Welcome to Spine-Health

One of the most important things that members can do is to provide the rest of the community with as much information about themselves as possible. It is so very difficult for anyone to respond when we do not have enough information to go on. This is not meant to indicate that you are doing anything wrong or violated any rule, we are just trying to be pro-active and get the information upfront so that people can start responding and your thread is more effective.

So many times we read about members who have different tests and they all come back negative. The more clues and information you provide, the better chances in finding out what is wrong, The fact that your test results are negative does not mean that you are fine and without any concerns.
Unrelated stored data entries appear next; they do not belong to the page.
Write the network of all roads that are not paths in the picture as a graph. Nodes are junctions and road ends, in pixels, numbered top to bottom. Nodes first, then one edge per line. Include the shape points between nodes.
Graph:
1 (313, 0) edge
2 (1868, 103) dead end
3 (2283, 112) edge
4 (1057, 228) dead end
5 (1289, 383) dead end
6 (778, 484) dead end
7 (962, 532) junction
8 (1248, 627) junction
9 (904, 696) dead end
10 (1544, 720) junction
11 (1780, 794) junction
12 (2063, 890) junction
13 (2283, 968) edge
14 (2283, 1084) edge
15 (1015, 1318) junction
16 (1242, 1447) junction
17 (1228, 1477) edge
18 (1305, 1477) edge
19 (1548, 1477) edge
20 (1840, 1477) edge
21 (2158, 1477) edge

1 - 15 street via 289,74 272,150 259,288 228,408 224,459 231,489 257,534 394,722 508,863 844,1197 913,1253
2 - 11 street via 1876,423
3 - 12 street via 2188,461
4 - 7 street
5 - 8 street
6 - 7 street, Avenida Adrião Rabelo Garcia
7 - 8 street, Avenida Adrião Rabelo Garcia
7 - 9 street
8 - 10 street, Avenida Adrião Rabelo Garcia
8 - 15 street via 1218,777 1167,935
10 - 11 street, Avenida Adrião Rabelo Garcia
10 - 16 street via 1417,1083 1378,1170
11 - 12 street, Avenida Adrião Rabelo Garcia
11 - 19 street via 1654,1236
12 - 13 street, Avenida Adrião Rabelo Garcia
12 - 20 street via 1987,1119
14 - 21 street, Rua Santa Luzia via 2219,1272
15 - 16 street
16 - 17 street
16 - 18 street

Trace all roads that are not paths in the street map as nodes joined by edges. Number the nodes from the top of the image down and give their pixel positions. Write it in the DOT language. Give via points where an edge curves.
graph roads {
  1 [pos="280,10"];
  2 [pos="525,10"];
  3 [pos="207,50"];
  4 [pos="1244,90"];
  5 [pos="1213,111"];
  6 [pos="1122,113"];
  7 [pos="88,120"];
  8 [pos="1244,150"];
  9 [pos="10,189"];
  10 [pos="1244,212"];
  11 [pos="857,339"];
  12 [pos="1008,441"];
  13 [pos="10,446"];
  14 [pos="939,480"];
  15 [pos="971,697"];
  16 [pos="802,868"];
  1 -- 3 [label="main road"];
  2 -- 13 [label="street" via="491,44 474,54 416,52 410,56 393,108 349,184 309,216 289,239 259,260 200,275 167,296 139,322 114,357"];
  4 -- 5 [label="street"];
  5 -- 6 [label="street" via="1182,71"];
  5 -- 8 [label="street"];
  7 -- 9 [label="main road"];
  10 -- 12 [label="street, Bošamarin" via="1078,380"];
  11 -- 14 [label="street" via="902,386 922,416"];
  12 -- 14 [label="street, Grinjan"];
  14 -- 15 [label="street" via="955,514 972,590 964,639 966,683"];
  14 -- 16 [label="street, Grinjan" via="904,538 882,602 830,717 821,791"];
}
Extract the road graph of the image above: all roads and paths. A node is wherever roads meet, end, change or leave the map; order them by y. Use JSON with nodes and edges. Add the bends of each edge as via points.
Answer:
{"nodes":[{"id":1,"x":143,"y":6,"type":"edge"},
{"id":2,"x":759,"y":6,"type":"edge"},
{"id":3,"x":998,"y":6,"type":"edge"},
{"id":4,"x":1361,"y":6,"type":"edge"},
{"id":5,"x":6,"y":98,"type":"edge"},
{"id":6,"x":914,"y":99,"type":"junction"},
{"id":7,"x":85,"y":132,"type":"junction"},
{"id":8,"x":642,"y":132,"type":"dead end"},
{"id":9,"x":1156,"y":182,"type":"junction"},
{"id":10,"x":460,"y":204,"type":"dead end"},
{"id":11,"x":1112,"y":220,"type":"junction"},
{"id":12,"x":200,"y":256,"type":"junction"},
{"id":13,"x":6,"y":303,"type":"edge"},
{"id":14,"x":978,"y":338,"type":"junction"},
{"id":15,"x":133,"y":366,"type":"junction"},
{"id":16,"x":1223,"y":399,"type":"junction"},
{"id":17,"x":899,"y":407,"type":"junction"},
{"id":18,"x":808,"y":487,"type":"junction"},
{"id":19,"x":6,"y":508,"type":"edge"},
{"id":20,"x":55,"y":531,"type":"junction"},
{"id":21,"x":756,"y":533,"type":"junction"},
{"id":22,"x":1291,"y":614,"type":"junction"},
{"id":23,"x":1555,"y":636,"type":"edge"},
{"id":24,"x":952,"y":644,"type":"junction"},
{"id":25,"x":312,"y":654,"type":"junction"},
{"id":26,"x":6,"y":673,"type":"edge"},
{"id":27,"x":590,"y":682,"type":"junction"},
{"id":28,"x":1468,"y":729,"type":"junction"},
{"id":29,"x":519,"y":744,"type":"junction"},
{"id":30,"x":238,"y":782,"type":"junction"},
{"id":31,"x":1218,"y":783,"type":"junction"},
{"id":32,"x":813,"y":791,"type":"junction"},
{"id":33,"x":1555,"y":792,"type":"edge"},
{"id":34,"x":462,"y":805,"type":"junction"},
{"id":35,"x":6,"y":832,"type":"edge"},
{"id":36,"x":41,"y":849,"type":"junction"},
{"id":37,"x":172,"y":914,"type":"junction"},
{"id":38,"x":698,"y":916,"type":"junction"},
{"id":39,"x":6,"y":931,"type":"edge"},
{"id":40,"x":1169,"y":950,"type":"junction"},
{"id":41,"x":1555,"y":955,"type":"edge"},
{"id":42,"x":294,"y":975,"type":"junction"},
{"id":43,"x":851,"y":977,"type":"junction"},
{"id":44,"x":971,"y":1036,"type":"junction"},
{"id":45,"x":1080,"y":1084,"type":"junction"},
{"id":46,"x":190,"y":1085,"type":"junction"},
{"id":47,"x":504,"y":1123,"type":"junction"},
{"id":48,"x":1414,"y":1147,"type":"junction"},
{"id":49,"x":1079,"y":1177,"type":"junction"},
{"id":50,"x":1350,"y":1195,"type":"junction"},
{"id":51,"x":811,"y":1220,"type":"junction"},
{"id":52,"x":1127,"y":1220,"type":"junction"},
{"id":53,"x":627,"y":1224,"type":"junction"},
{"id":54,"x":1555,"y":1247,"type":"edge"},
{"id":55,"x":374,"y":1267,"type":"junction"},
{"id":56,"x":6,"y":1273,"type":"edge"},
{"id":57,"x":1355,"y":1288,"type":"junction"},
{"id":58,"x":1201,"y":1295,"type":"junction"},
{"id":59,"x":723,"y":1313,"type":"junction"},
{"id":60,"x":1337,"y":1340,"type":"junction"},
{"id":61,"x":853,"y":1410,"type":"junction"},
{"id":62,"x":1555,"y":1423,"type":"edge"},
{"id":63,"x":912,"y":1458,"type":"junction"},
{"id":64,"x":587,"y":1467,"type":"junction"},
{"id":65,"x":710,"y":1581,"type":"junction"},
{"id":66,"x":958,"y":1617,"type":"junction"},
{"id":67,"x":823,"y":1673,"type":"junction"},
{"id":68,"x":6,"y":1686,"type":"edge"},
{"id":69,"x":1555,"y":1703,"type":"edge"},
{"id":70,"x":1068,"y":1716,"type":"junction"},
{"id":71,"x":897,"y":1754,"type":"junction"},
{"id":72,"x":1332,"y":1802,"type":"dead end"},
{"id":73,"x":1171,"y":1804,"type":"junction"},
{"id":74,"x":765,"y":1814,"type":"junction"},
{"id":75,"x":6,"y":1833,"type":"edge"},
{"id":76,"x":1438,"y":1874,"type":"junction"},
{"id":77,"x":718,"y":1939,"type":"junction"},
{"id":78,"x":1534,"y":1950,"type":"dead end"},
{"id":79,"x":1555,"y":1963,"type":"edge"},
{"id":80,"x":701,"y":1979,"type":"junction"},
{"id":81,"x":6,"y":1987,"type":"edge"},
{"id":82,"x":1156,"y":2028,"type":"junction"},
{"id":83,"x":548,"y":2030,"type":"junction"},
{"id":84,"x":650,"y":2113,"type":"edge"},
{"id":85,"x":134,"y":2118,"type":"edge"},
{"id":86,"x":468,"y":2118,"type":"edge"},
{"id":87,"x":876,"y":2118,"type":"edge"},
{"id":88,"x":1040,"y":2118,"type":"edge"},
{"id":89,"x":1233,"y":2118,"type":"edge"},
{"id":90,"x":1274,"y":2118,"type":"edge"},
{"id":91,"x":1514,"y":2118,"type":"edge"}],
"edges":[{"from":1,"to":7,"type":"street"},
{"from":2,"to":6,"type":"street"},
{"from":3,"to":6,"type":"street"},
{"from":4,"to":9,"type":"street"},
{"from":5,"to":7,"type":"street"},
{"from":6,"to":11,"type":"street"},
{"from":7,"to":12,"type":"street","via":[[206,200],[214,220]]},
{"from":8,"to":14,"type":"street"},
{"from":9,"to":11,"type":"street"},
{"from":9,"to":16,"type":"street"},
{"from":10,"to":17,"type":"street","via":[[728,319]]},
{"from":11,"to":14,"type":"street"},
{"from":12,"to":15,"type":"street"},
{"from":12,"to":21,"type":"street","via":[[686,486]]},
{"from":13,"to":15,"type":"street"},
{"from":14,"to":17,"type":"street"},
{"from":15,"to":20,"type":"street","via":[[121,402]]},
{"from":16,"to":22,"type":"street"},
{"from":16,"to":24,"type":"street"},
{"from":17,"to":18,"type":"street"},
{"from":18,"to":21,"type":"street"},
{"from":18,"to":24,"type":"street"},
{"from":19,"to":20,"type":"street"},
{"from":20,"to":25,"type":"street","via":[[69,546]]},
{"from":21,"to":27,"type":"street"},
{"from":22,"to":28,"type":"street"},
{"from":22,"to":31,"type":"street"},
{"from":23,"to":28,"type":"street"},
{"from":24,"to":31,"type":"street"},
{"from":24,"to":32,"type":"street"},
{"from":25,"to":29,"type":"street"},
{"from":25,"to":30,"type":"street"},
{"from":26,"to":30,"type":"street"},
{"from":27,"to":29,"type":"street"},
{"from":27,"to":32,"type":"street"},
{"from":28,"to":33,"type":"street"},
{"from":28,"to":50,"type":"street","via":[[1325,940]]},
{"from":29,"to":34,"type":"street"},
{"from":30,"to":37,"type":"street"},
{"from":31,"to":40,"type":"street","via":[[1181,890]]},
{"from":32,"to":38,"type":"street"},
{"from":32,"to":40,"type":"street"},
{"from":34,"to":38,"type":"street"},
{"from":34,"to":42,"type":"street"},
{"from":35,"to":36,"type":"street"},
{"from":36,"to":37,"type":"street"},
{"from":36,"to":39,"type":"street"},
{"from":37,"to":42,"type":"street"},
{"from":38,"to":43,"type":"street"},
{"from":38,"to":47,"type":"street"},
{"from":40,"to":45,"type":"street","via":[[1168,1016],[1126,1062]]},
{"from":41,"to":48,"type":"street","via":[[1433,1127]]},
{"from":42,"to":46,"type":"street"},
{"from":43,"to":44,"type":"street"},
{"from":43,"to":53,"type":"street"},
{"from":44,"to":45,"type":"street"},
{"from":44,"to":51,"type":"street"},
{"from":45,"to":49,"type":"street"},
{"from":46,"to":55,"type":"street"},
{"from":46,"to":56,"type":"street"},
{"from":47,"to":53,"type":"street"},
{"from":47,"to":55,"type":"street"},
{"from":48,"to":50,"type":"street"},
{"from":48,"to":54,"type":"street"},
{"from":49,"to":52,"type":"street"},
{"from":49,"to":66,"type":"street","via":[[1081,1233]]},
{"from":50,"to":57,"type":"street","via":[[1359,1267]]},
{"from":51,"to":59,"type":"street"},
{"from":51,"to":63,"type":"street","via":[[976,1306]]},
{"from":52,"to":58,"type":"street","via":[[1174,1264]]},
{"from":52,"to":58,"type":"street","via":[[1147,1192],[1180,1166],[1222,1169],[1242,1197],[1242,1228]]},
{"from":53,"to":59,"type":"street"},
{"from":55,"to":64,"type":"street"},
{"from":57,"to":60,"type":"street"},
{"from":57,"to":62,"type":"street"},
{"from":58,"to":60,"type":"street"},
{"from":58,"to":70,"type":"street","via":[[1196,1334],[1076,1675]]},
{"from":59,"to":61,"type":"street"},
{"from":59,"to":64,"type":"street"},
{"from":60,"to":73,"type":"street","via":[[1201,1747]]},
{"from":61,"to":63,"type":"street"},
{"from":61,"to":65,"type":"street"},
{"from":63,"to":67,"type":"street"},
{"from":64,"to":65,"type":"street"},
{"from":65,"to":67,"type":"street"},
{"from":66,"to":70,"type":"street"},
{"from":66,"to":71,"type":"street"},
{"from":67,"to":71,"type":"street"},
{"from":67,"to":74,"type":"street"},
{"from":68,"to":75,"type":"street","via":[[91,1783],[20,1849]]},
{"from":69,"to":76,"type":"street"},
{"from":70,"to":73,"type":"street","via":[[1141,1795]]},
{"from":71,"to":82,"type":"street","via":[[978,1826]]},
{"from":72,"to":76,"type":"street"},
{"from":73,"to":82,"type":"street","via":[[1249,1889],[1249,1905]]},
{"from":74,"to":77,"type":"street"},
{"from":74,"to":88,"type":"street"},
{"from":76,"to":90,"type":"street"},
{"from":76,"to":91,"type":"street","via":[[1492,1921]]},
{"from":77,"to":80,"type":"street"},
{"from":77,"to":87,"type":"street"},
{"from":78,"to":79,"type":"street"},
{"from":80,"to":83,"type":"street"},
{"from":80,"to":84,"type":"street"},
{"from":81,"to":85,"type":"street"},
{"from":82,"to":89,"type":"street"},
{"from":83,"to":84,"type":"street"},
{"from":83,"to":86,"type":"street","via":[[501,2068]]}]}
Many times it takes several diagnostic tests and procedures to isolate a specific condition.

Here are some questions that you should answer:

  • - When did this first start?

    . Year, Your age, etc
- Was it the result of an accident or trauma?
- Are there others in your family with similar medication conditions?
- What doctors have you seen? (Orthopedic, Neurosurgeon, Spine Specialist, etc)

  • . Which doctor did you start with? Ie Primary Care Physician
    . Who are you currently seeing?
- What Conservative treatments have you had? Which ones?

  • . Physical Therapy
    . Ultrasound / Tens unit
    . Spinal Injections
    . Acupuncture
    . Massage Therapy
- What diagnostic tests have you had? And their results (MRI, CTScan, XRay, EMG, etc)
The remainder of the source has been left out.